From Iraq through Afghanistan and Syria and on to little-known deployments in a range of countries around the globe, the United States has been at perpetual war for at least the past two decades. Yet many of these forays remain off the radar of average Americans. Compliant journalists add to the smokescreen by providing narrow coverage of military engagements and by repeating the military’s talking points. Meanwhile, the increased use of high technology, air power, and remote drones has put distance between soldiers and the civilians who die. Back at home, Solomon argues, the cloak of invisibility masks massive Pentagon budgets that receive bipartisan approval even as policy makers struggle to fund the domestic agenda.
Necessary, timely, and unflinching, War Made Invisible is an eloquent moral call for counting the true costs of war.

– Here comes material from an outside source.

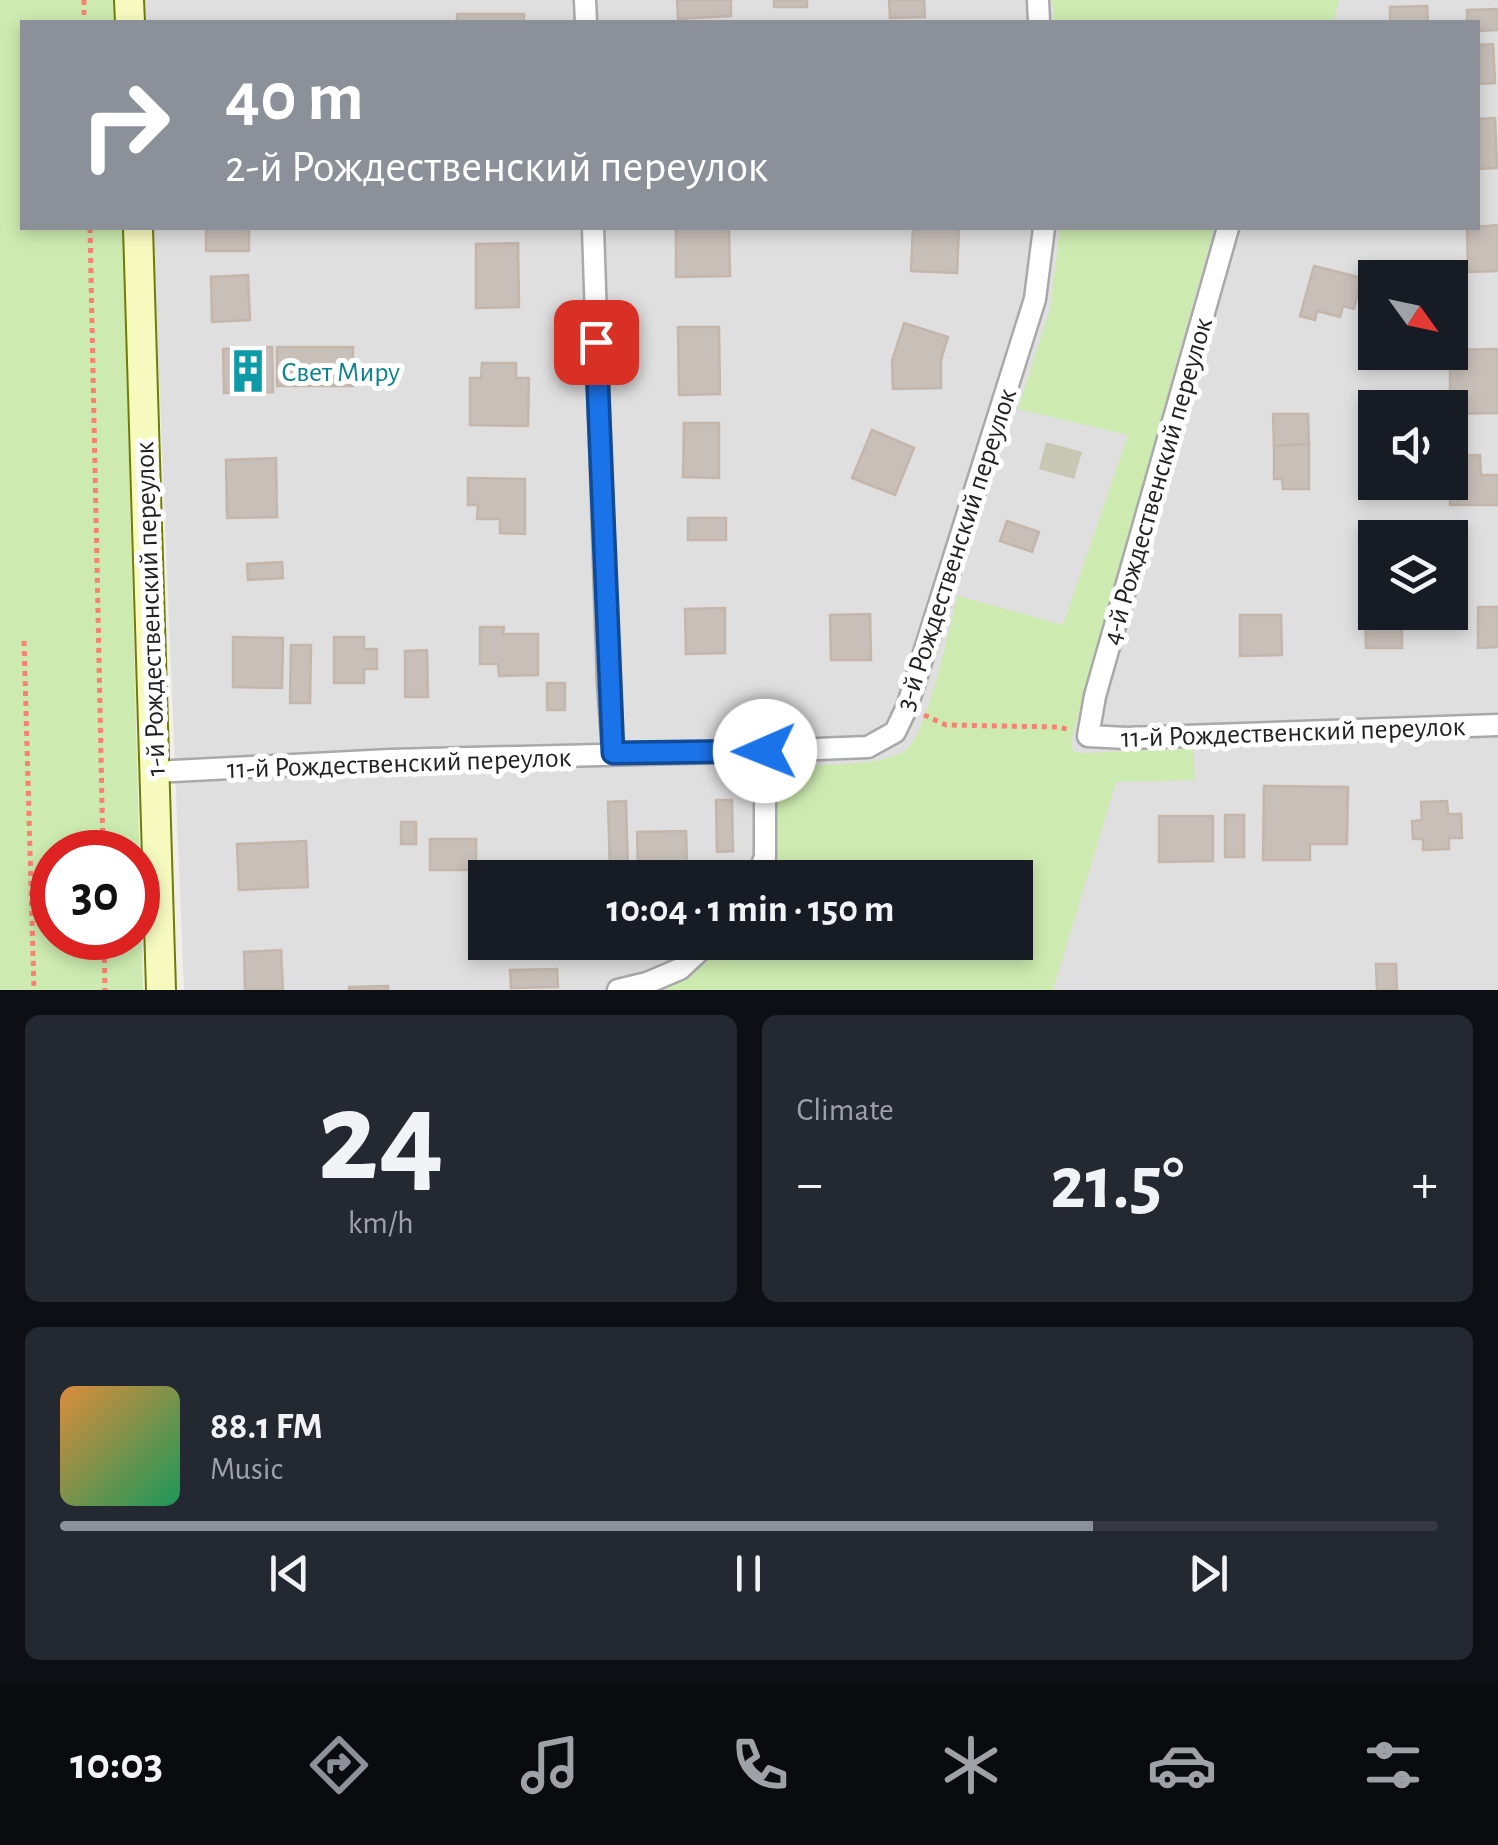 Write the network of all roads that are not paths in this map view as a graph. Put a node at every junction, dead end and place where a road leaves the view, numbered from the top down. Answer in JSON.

For several decades, independent journalist Norman Solomon has been exposing the American way of war, bringing to light crucial realities of the military-industrial complex at home and abroad. He became a prominent media critic and political analyst while one president after another took the United States into far-flung wars. His syndicated “Media Beat” column, appearing in newspapers across the country for seventeen years, reached millions of readers while challenging the routine spin and bias of mainstream media. Solomon’s book War Made Easy, published in the wake of the 2003 invasion of Iraq, won acclaim as a comprehensive tool for decoding war propaganda in the 21st century. His political analysis and commentary pieces have been published by hundreds of media outlets including the New York Times, USA Today, Los Angeles Times, Chicago Tribune, Miami Herald, San Francisco Chronicle, The Nation, Common Dreams, and Salon. He is the founder of the Institute for Public Accuracy and the national director of RootsAction.org. Solomon lives in Marin County.